The function we wrote, however, has many limitations. If we want to now change the number of folds we want to use, we need to make the function more general so it can also handle randomizing the ordering of the rows in the dataframe and splitting into folds.

In machine learning, we're interested in building a good model and accurately understanding how well it will perform. To build a better k-nearest neighbors model, we can change the features it uses or tweak the number of neighbors (a hyperparameter). To accurately understand a model's performance, we can perform k-fold cross validation and select the proper number of folds.

We've learned how scikit-learn makes it easy for us to quickly experiment with these different knobs when it comes to building a better model.
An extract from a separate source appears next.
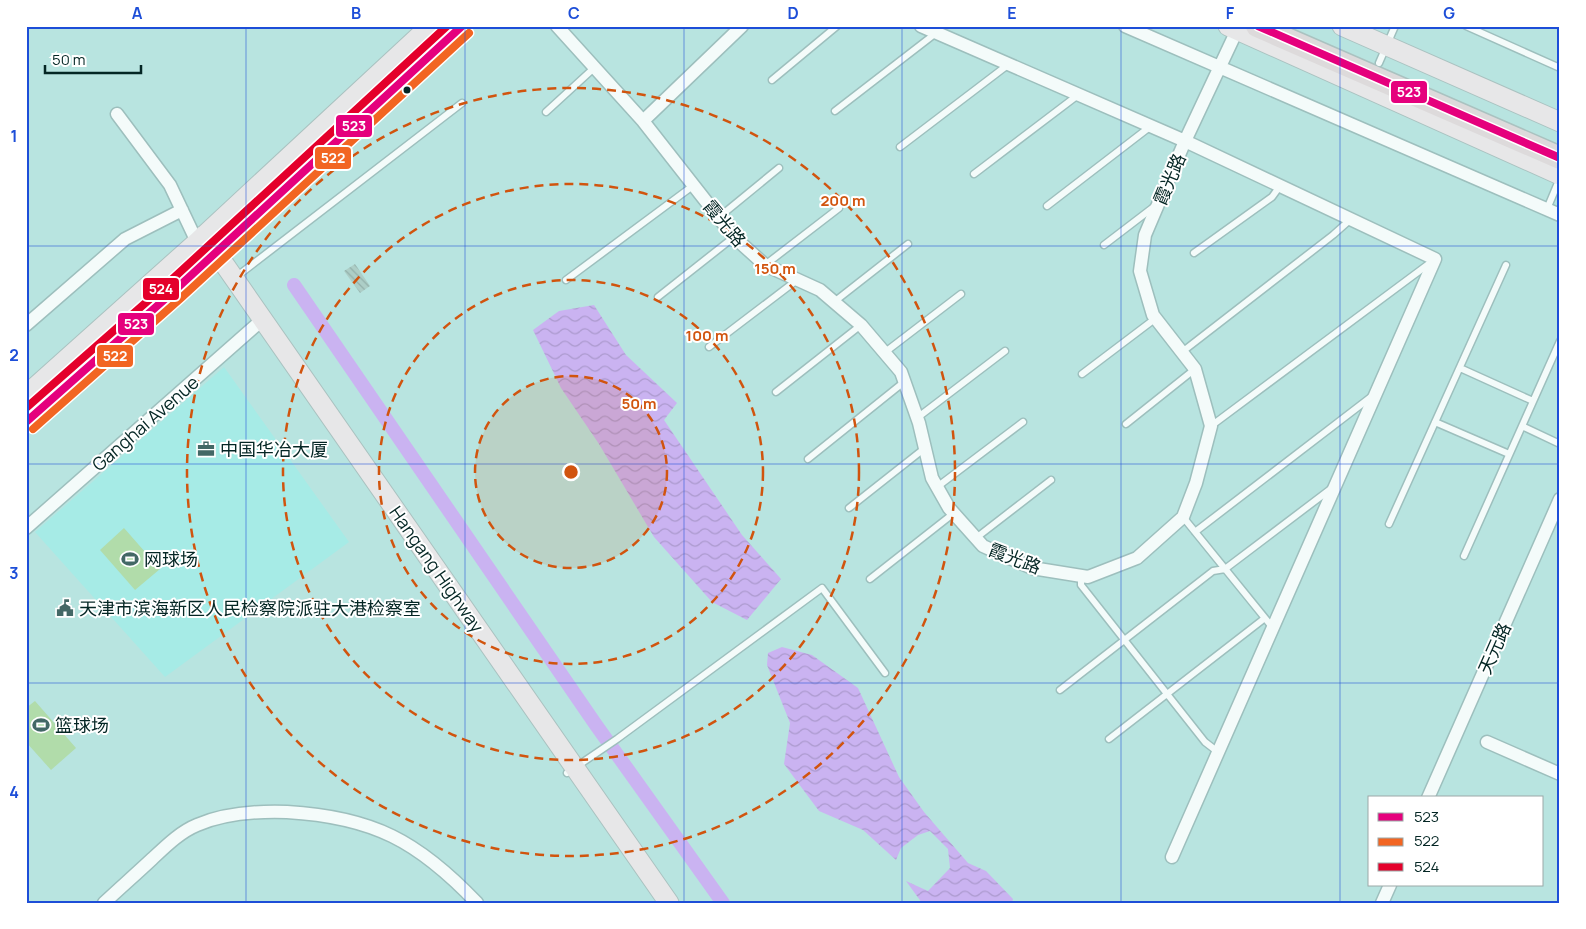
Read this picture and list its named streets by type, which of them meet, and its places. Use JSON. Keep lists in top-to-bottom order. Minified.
{"streets":{"main road":["Hangang Highway"],"street":["霞光路","Ganghai Avenue","天元路"]},"crossings":[["Ganghai Avenue","Hangang Highway"]],"places":{"office":["中国华冶大厦"],"sports":["网球场","篮球场"],"public building":["天津市滨海新区人民检察院派驻大港检察室"]},"lines":["transit line 523","transit line 524","transit line 522"],"legend":["523","522","524"],"scale_bar":"50 m","grid":{"columns":["A","B","C","D","E","F","G"],"rows":["1","2","3","4"]},"rings":["200 m","150 m","100 m","50 m"]}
Let's now dive into how we can use scikit-learn to handle cross-validation as well.

First, we instantiate an instance of the [KFold class](http://scikit-learn.org/stable/modules/generated/sklearn.model_selection.KFold.html#sklearn.model_selection.KFold) from sklearn.model_selection:

from sklearn.model_selection import KFold

kf = KFold(n_splits, shuffle=False, random_state=None)

where:
* n_splits is the number of folds we want to use,
* shuffle is used to toggle shuffling of the ordering of the observations in the dataset,
* random_state is used to specify the random seed value if shuffle is set to True.
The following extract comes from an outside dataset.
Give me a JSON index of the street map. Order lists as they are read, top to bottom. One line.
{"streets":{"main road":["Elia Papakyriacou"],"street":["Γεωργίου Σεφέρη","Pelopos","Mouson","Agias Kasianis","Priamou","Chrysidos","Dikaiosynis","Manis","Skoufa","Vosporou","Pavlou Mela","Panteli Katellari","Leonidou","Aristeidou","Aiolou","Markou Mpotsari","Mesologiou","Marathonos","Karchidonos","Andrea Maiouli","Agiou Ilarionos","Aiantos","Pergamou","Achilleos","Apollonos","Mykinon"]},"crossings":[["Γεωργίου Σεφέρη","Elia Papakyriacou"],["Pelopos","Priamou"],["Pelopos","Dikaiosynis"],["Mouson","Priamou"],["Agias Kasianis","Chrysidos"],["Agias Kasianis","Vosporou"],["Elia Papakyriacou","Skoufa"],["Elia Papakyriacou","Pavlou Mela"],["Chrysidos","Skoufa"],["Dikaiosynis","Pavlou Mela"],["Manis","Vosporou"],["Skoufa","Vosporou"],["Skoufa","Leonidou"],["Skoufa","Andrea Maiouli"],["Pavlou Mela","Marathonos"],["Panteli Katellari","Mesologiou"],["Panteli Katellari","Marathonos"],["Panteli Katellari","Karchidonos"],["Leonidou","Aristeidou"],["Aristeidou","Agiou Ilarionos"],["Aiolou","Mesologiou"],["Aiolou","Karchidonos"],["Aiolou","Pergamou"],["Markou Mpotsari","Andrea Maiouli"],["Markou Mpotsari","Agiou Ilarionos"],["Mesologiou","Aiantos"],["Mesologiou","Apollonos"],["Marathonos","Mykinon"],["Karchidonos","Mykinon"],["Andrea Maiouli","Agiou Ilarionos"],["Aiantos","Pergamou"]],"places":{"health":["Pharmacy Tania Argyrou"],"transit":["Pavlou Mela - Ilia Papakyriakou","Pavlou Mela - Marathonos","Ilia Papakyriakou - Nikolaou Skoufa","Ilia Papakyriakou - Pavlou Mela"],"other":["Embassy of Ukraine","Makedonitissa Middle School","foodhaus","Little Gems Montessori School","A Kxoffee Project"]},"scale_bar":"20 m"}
we'll notice here that no parameters depend on the data set at all. This is because the KFold class returns an iterator object which we use in conjunction with the cross_val_score() function, also from sklearn.model_selection. Together, these 2 functions allow us to compactly train and test using k-fold cross validation:

Here are the relevant parameters for the cross_val_score function:

from sklearn.model_selection import cross_val_score

cross_val_score(estimator, X, Y, scoring=None, cv=None)

where:
* estimator is a sklearn model that implements the fit method (e.g. instance of KNeighborsRegressor),
* X is the list or 2D array containing the features you want to train on,
* y is a list containing the values you want to predict (target column),
* scoring is a string describing the scoring criteria (list of accepted values [here](https://scikit-learn.org/stable/modules/model_evaluation.html#common-cases-predefined-values)).
* cv describes the number of folds. Here are some examples of accepted values:
 * an instance of the KFold class,
 * an integer representing the number of folds.
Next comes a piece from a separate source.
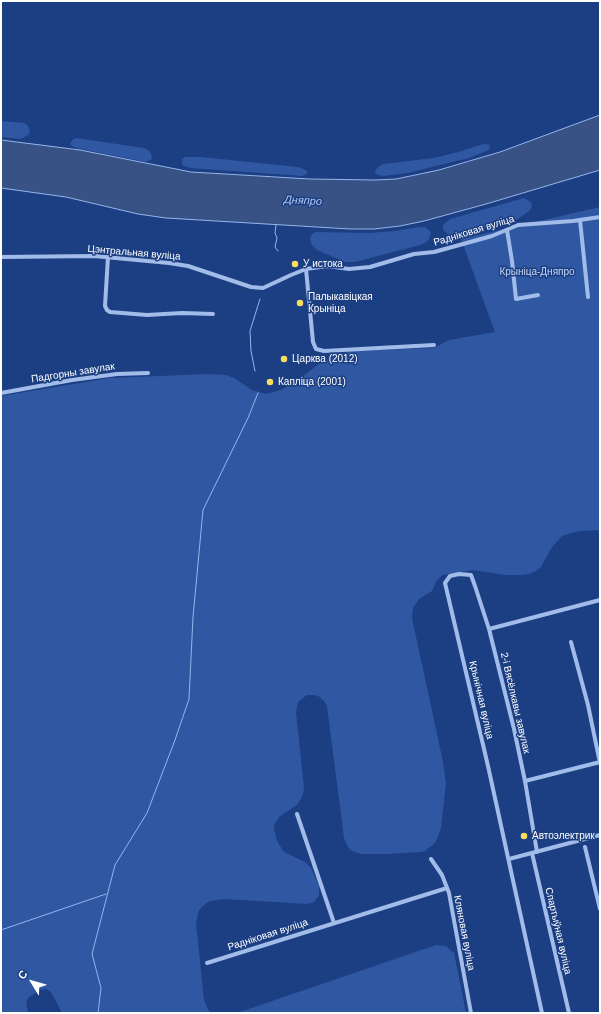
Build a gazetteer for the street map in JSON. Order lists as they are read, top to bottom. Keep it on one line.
{"streets":{"street":["Радніковая вуліца","Цэнтральная вуліца","Падгорны завулак","Крынічная вуліца","2-і Вясёлкавы завулак","Спартыўная вуліца","Кляновая вуліца"]},"crossings":[["Радніковая вуліца","Цэнтральная вуліца"],["Радніковая вуліца","Кляновая вуліца"],["Крынічная вуліца","2-і Вясёлкавы завулак"],["2-і Вясёлкавы завулак","Спартыўная вуліца"]],"water":["Дняпро"],"parks":["Крыніца-Дняпро"],"places":["У истока","Палыкавіцкая Крыніца","Царква (2012)","Капліца (2001)","Автоэлектрик"],"north":"top left"}
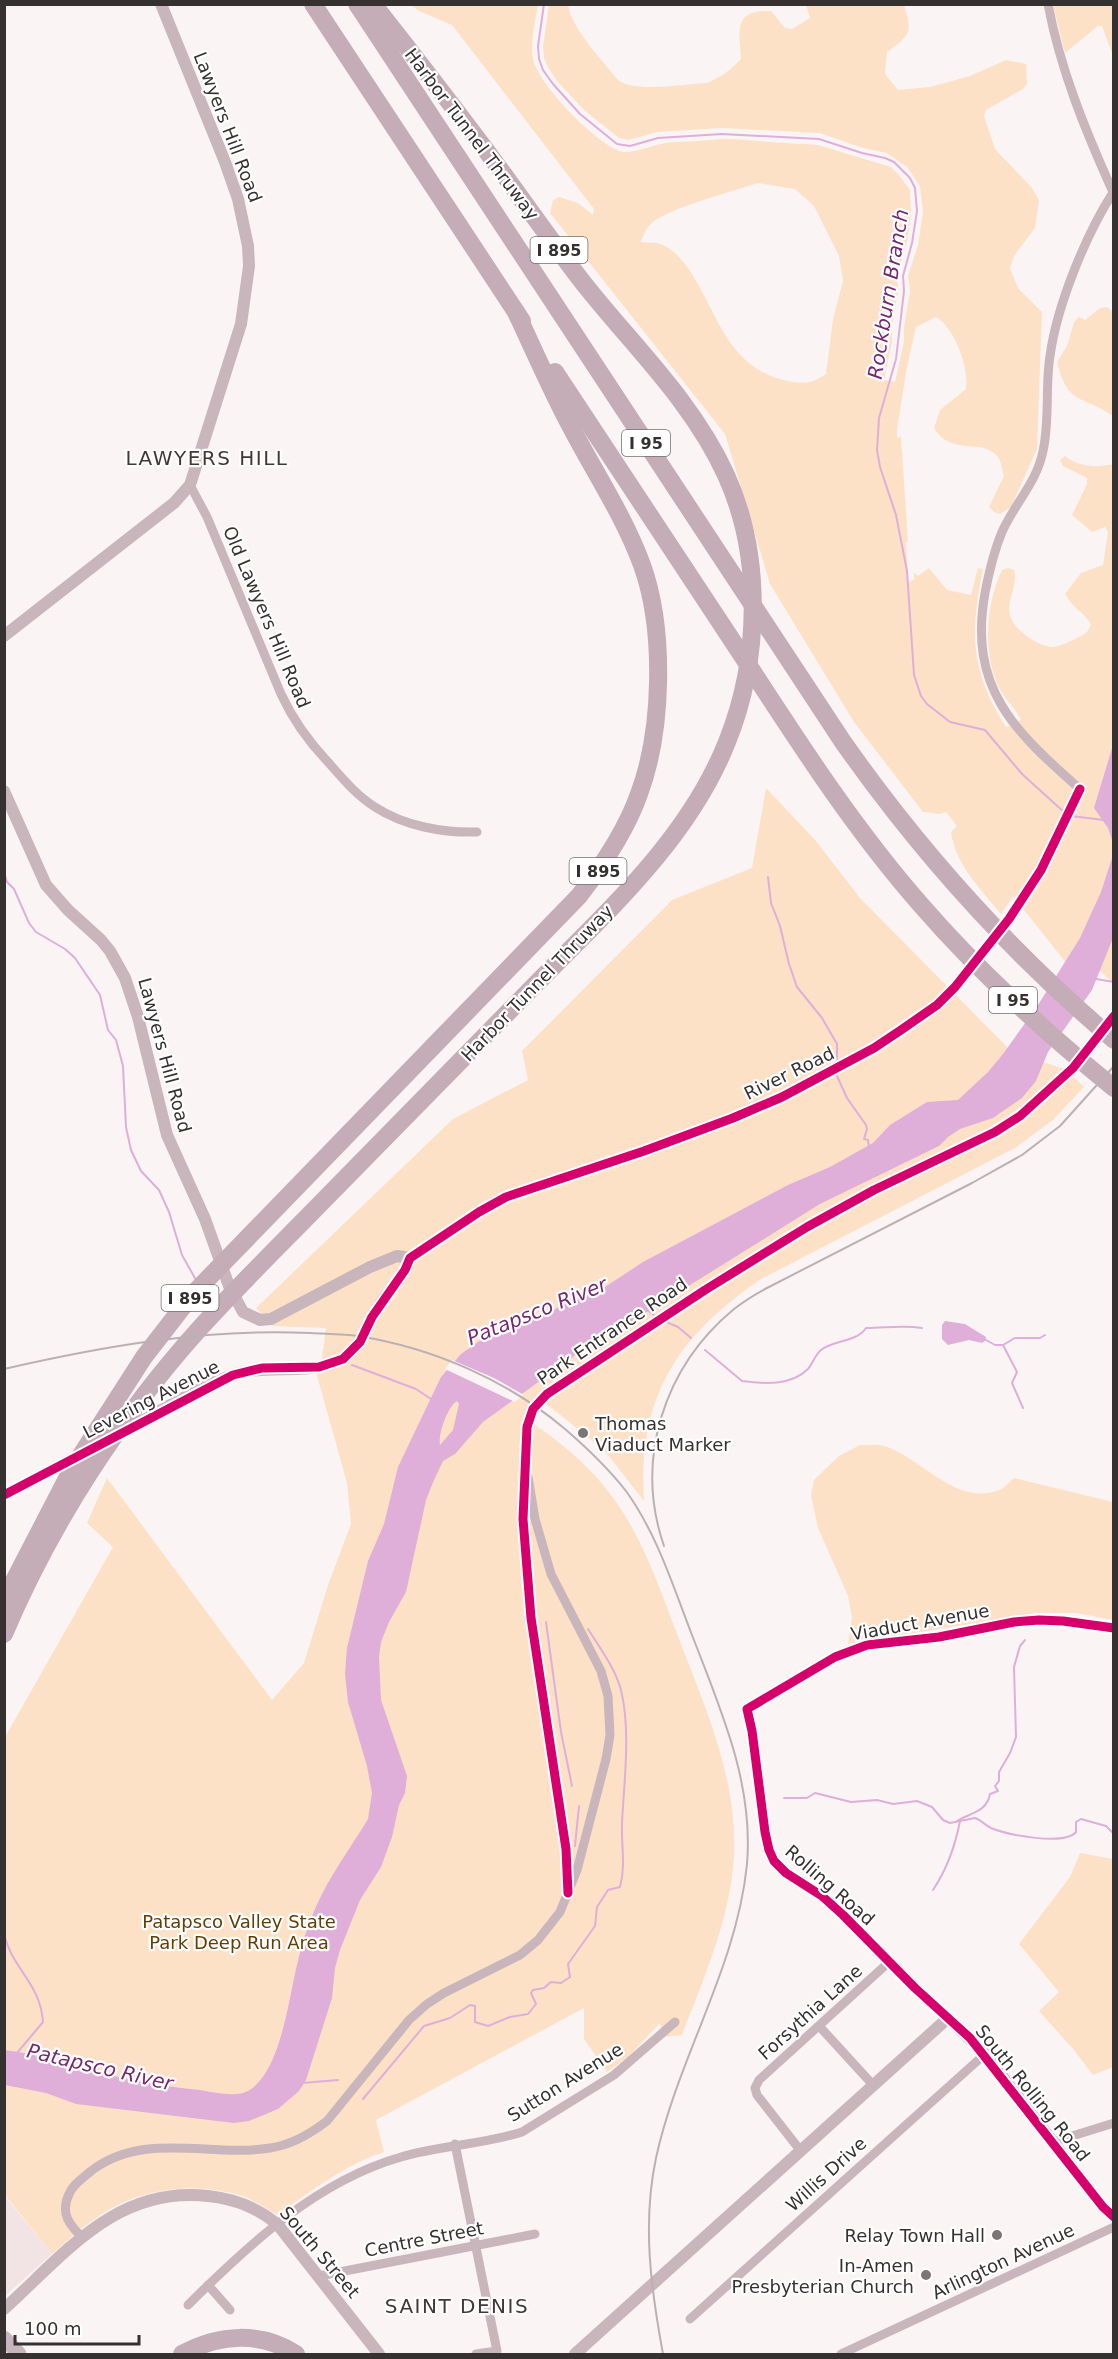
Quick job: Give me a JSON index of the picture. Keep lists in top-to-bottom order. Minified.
{"streets":{"highway":["Harbor Tunnel Thruway","I 895","I 95"],"street":["Lawyers Hill Road","Old Lawyers Hill Road","River Road","Park Entrance Road","Levering Avenue","Viaduct Avenue","Rolling Road","Forsythia Lane","Sutton Avenue","South Rolling Road","Willis Drive","Centre Street","South Street","Arlington Avenue"]},"crossings":[["Lawyers Hill Road","Old Lawyers Hill Road"],["Lawyers Hill Road","River Road"],["Lawyers Hill Road","Levering Avenue"],["Harbor Tunnel Thruway","I 95"],["River Road","Levering Avenue"],["Park Entrance Road","South Street"],["Viaduct Avenue","Rolling Road"],["Rolling Road","Forsythia Lane"],["Rolling Road","South Rolling Road"],["Sutton Avenue","South Street"],["South Rolling Road","Willis Drive"],["Centre Street","South Street"]],"districts":["LAWYERS HILL","SAINT DENIS"],"water":["Rockburn Branch","Patapsco River"],"parks":["Patapsco Valley State Park Deep Run Area"],"places":["Thomas Viaduct Marker","Relay Town Hall","In-Amen Presbyterian Church"],"scale_bar":"100 m"}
Depending on the scoring criteria we specify, a single total value is returned for each fold. Here's the general workflow for performing k-fold cross-validation using the classes we just described:

* instantiate the scikit-learn model class we want to fit,
* instantiate the KFold class and using the parameters to specify the k-fold cross-validation attributes we want,
* use the cross_val_score() function to return the scoring metric we're interested in.

In [42]:
from sklearn.model_selection import KFold, cross_val_score

kf = KFold(n_splits=5,shuffle=True, random_state=1) # Instance of the KFold class
knn = KNeighborsRegressor() #  instance of the KNeighborsRegressor

In [43]:
#  cross_val_score() function to perform k-fold cross-validation

mses = cross_val_score(knn, dc_listings[["accommodates"]], dc_listings["price"],
                       scoring = "neg_mean_squared_error", cv = kf) # scroing represent metrics.mean_squared_error

mses

array([-18950.25567785, -22382.62416107, -17724.9870604 , -10639.59569892,
       -22429.3527957 ])

In [44]:
rmses = np.sqrt(np.abs(mses))
rmses

array([137.65992764, 149.60823561, 133.13522096, 103.14841588,
       149.76432418])

Choosing the right k value when performing k-fold cross validation is more of an art and less of a science. As we discussed earlier in this project, a k value of 2 is really just **holdout validation**. On the other end, setting k equal to n (the number of observations in the data set) is known as **leave-one-out cross validation**, or LOOCV for short. Through lots of trial and error, data scientists have converged on 10 as the standard k value.

In [47]:
from sklearn.model_selection import KFold, cross_val_score

num_folds = [3, 5, 7, 9, 10, 11, 13, 15, 17, 19, 21, 23]

for fold in num_folds:
    kf = KFold(n_splits=fold, shuffle=True, random_state=1)
    knn = KNeighborsRegressor()
    mses = cross_val_score(knn, dc_listings[["accommodates"]], dc_listings["price"], scoring = "neg_mean_squared_error", cv = kf)
    rmses = np.sqrt(np.abs(mses))
    avg_rmse = np.mean(rmses)
    std_rmse = np.std(rmses)
    print(str(fold), "folds: ", "avg RMSE: ", str(avg_rmse), "std RMSE: ", str(std_rmse))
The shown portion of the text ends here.